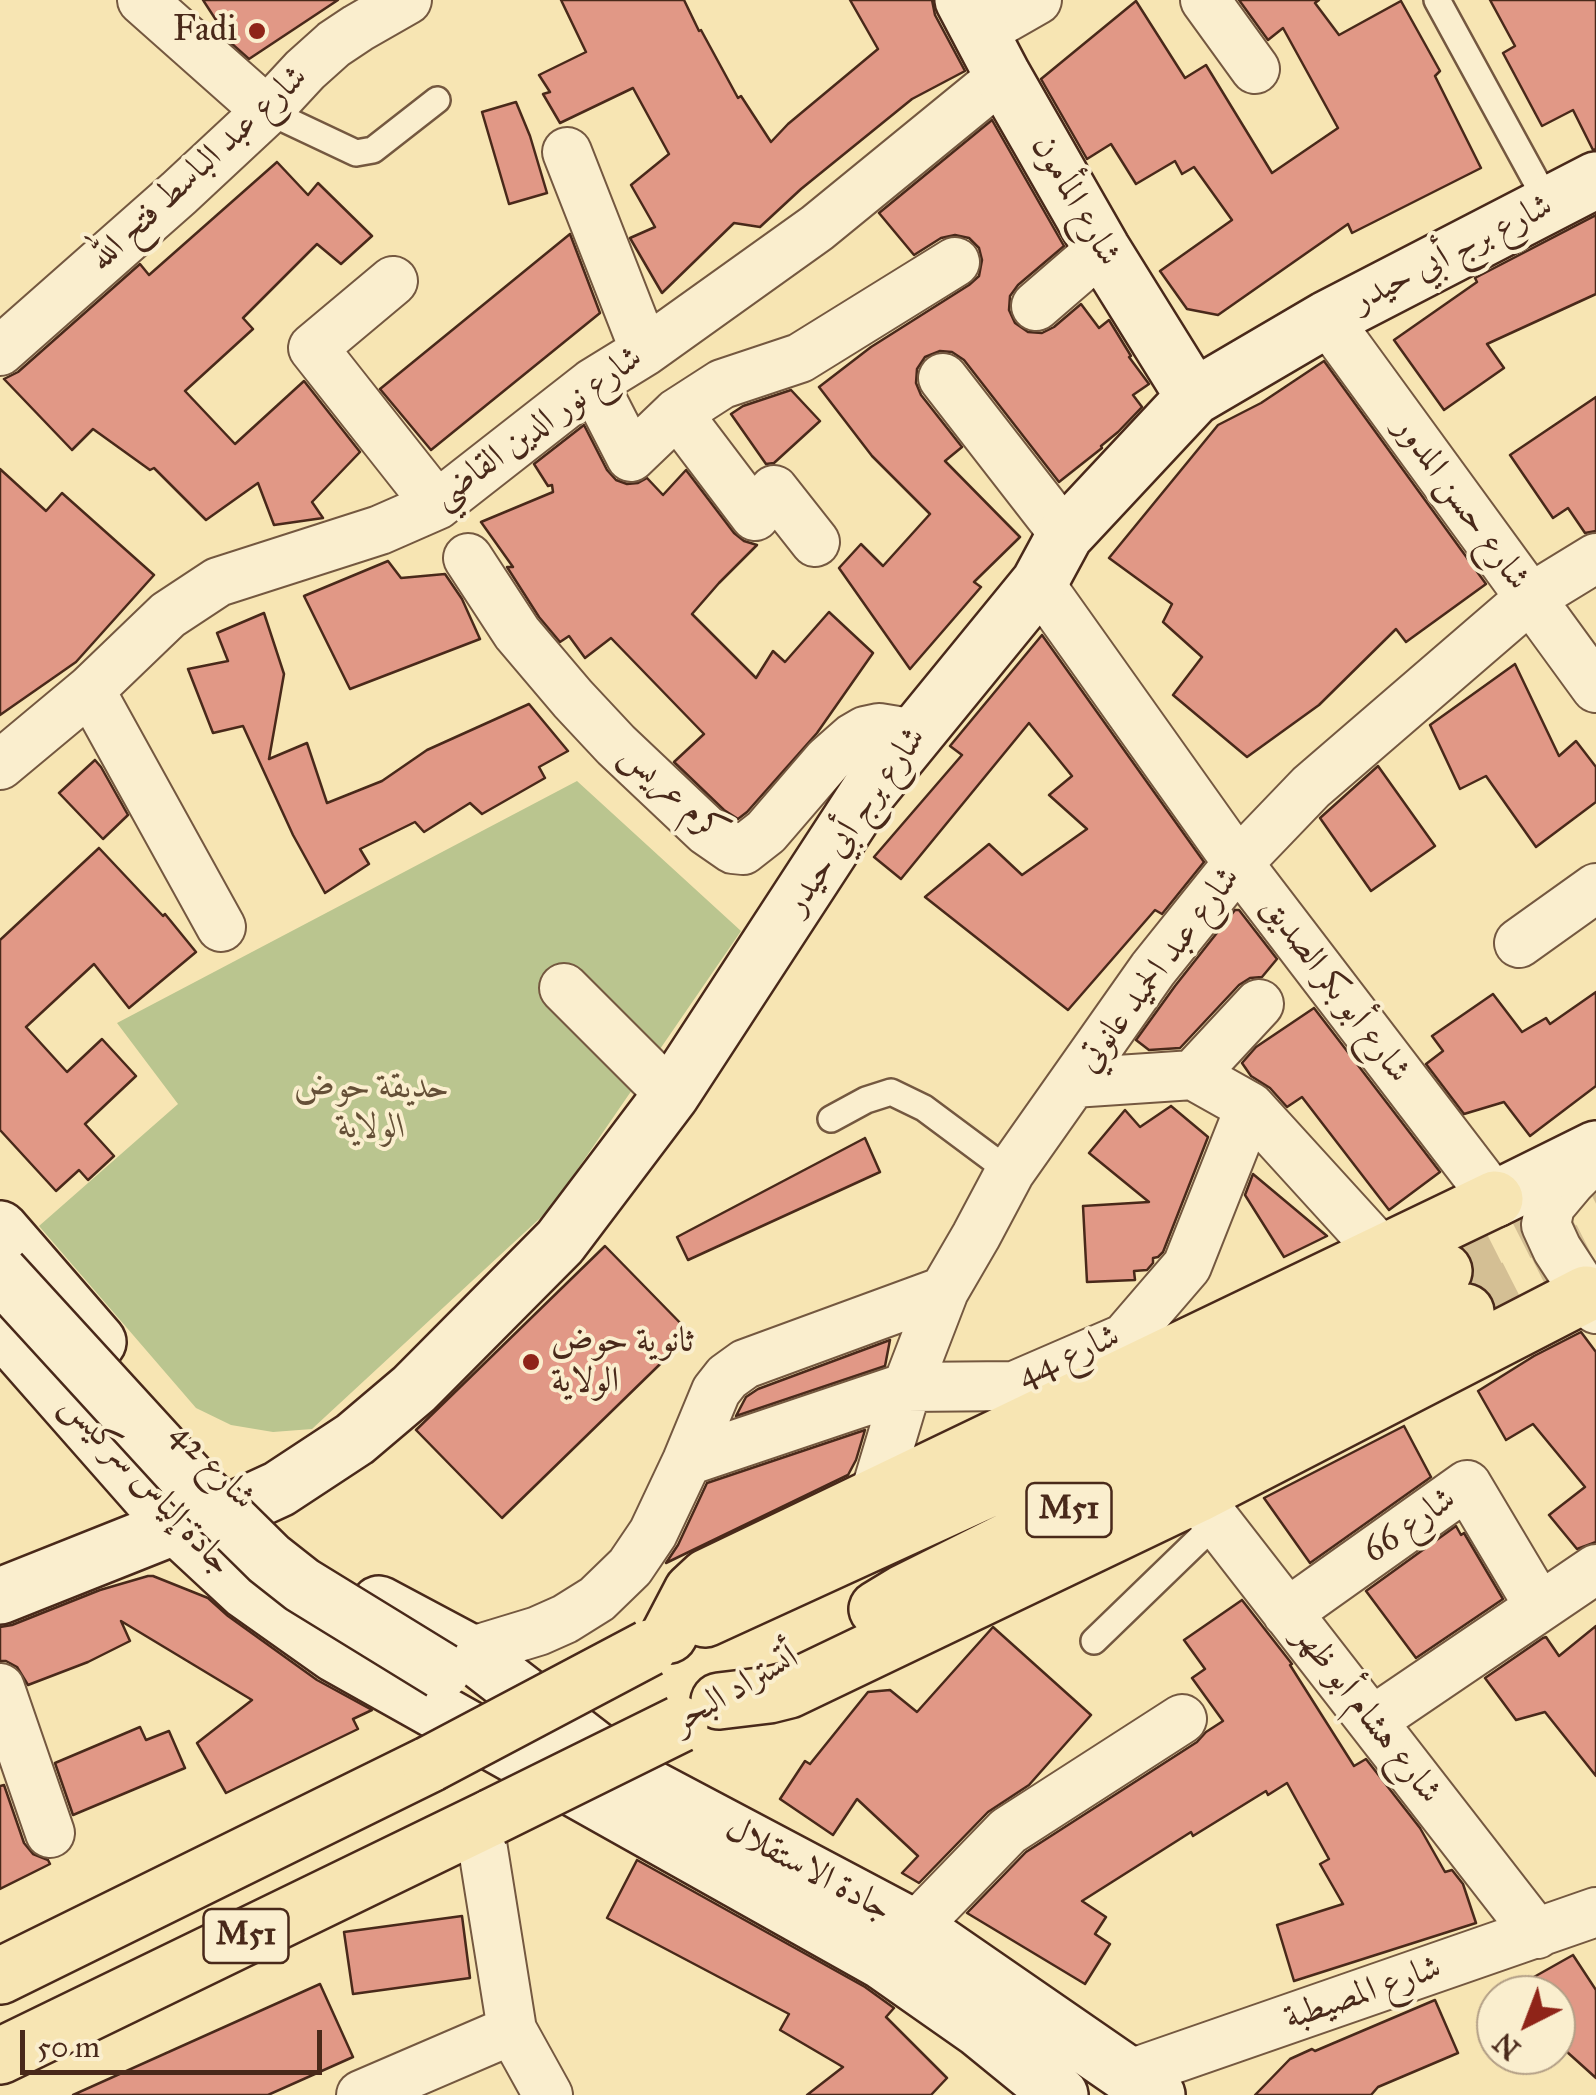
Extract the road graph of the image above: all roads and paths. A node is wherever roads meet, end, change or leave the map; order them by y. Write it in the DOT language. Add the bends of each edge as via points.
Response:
graph roads {
  1 [pos="142,0"];
  2 [pos="407,0"];
  3 [pos="1038,0"];
  4 [pos="1205,0"];
  5 [pos="1437,0"];
  6 [pos="982,36"];
  7 [pos="1255,69"];
  8 [pos="436,100"];
  9 [pos="267,111"];
  10 [pos="567,152"];
  11 [pos="1596,180"];
  12 [pos="1548,205"];
  13 [pos="1102,249"];
  14 [pos="955,262"];
  15 [pos="392,281"];
  16 [pos="1036,306"];
  17 [pos="1327,319"];
  18 [pos="0,350"];
  19 [pos="645,350"];
  20 [pos="943,378"];
  21 [pos="594,384"];
  22 [pos="1194,398"];
  23 [pos="678,413"];
  24 [pos="437,505"];
  25 [pos="1065,535"];
  26 [pos="815,542"];
  27 [pos="468,558"];
  28 [pos="1596,558"];
  29 [pos="1039,583"];
  30 [pos="1529,599"];
  31 [pos="1596,688"];
  32 [pos="90,690"];
  33 [pos="916,734"];
  34 [pos="0,765"];
  35 [pos="1238,862"];
  36 [pos="1596,888"];
  37 [pos="222,927"];
  38 [pos="1519,943"];
  39 [pos="564,988"];
  40 [pos="1259,1004"];
  41 [pos="1192,1075"];
  42 [pos="1073,1083"];
  43 [pos="671,1095"];
  44 [pos="1250,1107"];
  45 [pos="831,1119"];
  46 [pos="1596,1153"];
  47 [pos="1010,1172"];
  48 [pos="1496,1199"];
  49 [pos="0,1229"];
  50 [pos="1383,1254"];
  51 [pos="0,1274"];
  52 [pos="1585,1287"];
  53 [pos="944,1290"];
  54 [pos="0,1326"];
  55 [pos="906,1387"];
  56 [pos="687,1461"];
  57 [pos="874,1496"];
  58 [pos="246,1504"];
  59 [pos="1207,1508"];
  60 [pos="176,1526"];
  61 [pos="1596,1569"];
  62 [pos="0,1596"];
  63 [pos="1539,1606"];
  64 [pos="1288,1613"];
  65 [pos="1094,1641"];
  66 [pos="659,1642"];
  67 [pos="439,1672"];
  68 [pos="0,1688"];
  69 [pos="700,1712"];
  70 [pos="1182,1719"];
  71 [pos="1372,1721"];
  72 [pos="583,1765"];
  73 [pos="486,1820"];
  74 [pos="50,1833"];
  75 [pos="1596,1912"];
  76 [pos="1538,1934"];
  77 [pos="899,1944"];
  78 [pos="0,1976"];
  79 [pos="512,2030"];
  80 [pos="0,2056"];
  81 [pos="1143,2085"];
  82 [pos="360,2095"];
  83 [pos="548,2095"];
  84 [pos="1060,2095"];
  1 -- 9 [label="street"];
  2 -- 9 [label="street, شارع عبد الباسط فتح الله" via="334,44"];
  3 -- 6 [label="street, شارع نور الدين القاضي"];
  4 -- 7 [label="street"];
  5 -- 12 [label="lane"];
  6 -- 13 [label="main road, شارع المأمون"];
  6 -- 19 [label="street, شارع نور الدين القاضي" via="817,228"];
  8 -- 9 [label="lane" via="372,150 356,153"];
  9 -- 18 [label="street, شارع عبد الباسط فتح الله"];
  10 -- 19 [label="street"];
  11 -- 12 [label="main road, شارع برج أبي حيدر"];
  12 -- 17 [label="main road, شارع برج أبي حيدر"];
  13 -- 16 [label="street"];
  13 -- 22 [label="main road, شارع المأمون"];
  14 -- 23 [label="street" via="800,358 722,384"];
  15 -- 24 [label="street" via="313,348"];
  17 -- 22 [label="main road, شارع برج أبي حيدر"];
  17 -- 30 [label="street, شارع حسن المدور"];
  19 -- 21 [label="street, شارع نور الدين القاضي"];
  20 -- 25 [label="street"];
  21 -- 23 [label="street" via="631,457"];
  21 -- 24 [label="street, شارع نور الدين القاضي"];
  22 -- 25 [label="main road, شارع برج أبي حيدر"];
  23 -- 26 [label="street" via="754,516 774,490"];
  24 -- 32 [label="street, شارع نور الدين القاضي" via="218,582 168,615"];
  25 -- 29 [label="main road, شارع برج أبي حيدر"];
  27 -- 33 [label="street, كرم عريس" via="573,700 733,849 743,850 766,832 828,760 865,730"];
  28 -- 30 [label="street, شارع عبد الحميد عانوتي"];
  29 -- 33 [label="main road, شارع برج أبي حيدر"];
  29 -- 35 [label="street, شارع أبو بكر الصديق"];
  30 -- 31 [label="street, شارع حسن المدور"];
  30 -- 35 [label="street, شارع عبد الحميد عانوتي" via="1311,787"];
  32 -- 34 [label="street, شارع نور الدين القاضي"];
  32 -- 37 [label="street"];
  33 -- 43 [label="main road, شارع برج أبي حيدر" via="869,792"];
  35 -- 42 [label="street, شارع عبد الحميد عانوتي"];
  35 -- 48 [label="street, شارع أبو بكر الصديق"];
  36 -- 38 [label="street"];
  39 -- 43 [label="street"];
  40 -- 41 [label="street"];
  41 -- 42 [label="street"];
  41 -- 44 [label="street"];
  42 -- 47 [label="street, شارع عبد الحميد عانوتي"];
  43 -- 58 [label="main road, شارع برج أبي حيدر" via="560,1242 414,1389 314,1468"];
  44 -- 50 [label="street"];
  44 -- 55 [label="street, شارع 44" via="1188,1266 1125,1338 1014,1386"];
  45 -- 47 [label="lane" via="891,1092 924,1108"];
  46 -- 48 [label="main road"];
  46 -- 52 [label="street" via="1550,1206 1546,1225"];
  47 -- 53 [label="street, شارع عبد الحميد عانوتي"];
  48 -- 50 [label="highway"];
  49 -- 58 [label="main road, شارع 42" via="209,1471"];
  50 -- 57 [label="highway"];
  51 -- 67 [label="main road, جادة إلياس سركيس, bridge" via="269,1559"];
  52 -- 59 [label="highway"];
  53 -- 55 [label="street, شارع عبد الحميد عانوتي"];
  53 -- 56 [label="street" via="745,1364 716,1391"];
  54 -- 60 [label="main road, جادة إلياس سركيس"];
  55 -- 56 [label="street, شارع 44"];
  55 -- 57 [label="street, شارع عبد الحميد عانوتي"];
  56 -- 67 [label="street" via="642,1550 597,1599"];
  57 -- 66 [label="highway" via="707,1577"];
  58 -- 60 [label="main road, شارع برج أبي حيدر"];
  58 -- 67 [label="main road, شارع 42" via="288,1542 392,1613"];
  59 -- 64 [label="street, شارع هشام أبو ظهر"];
  59 -- 65 [label="lane"];
  59 -- 69 [label="highway" via="789,1690"];
  60 -- 62 [label="main road, شارع برج أبي حيدر"];
  60 -- 67 [label="main road, جادة إلياس سركيس" via="246,1590 335,1654"];
  61 -- 63 [label="street"];
  63 -- 64 [label="street, شارع 66" via="1467,1485"];
  63 -- 71 [label="street"];
  64 -- 71 [label="street, شارع هشام أبو ظهر"];
  66 -- 69 [label="highway, أتستراد البحر / M51" via="1148,1416 1455,1291"];
  66 -- 78 [label="highway, أتستراد البحر / M51, bridge" via="430,1764"];
  67 -- 72 [label="main road, جادة الاستقلال"];
  68 -- 74 [label="street"];
  69 -- 73 [label="highway, أتستراد البحر / M51, bridge"];
  70 -- 77 [label="street" via="1008,1831"];
  71 -- 76 [label="street, شارع هشام أبو ظهر"];
  72 -- 77 [label="main road, جادة الاستقلال"];
  72 -- 77 [label="main road, جادة الاستقلال"];
  73 -- 79 [label="street"];
  73 -- 80 [label="highway, أتستراد البحر / M51"];
  75 -- 76 [label="street, شارع المصيطبة"];
  76 -- 81 [label="street, شارع المصيطبة"];
  77 -- 81 [label="main road, جادة الاستقلال"];
  77 -- 84 [label="main road, جادة الاستقلال" via="980,2029"];
  79 -- 82 [label="street"];
  79 -- 83 [label="street"];
}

_ _ _ _

Assignment
Which lines above include the string "أتستراد"? Show them.

Exercise output
  66 -- 69 [label="highway, أتستراد البحر / M51" via="1148,1416 1455,1291"];
  66 -- 78 [label="highway, أتستراد البحر / M51, bridge" via="430,1764"];
  69 -- 73 [label="highway, أتستراد البحر / M51, bridge"];
  73 -- 80 [label="highway, أتستراد البحر / M51"];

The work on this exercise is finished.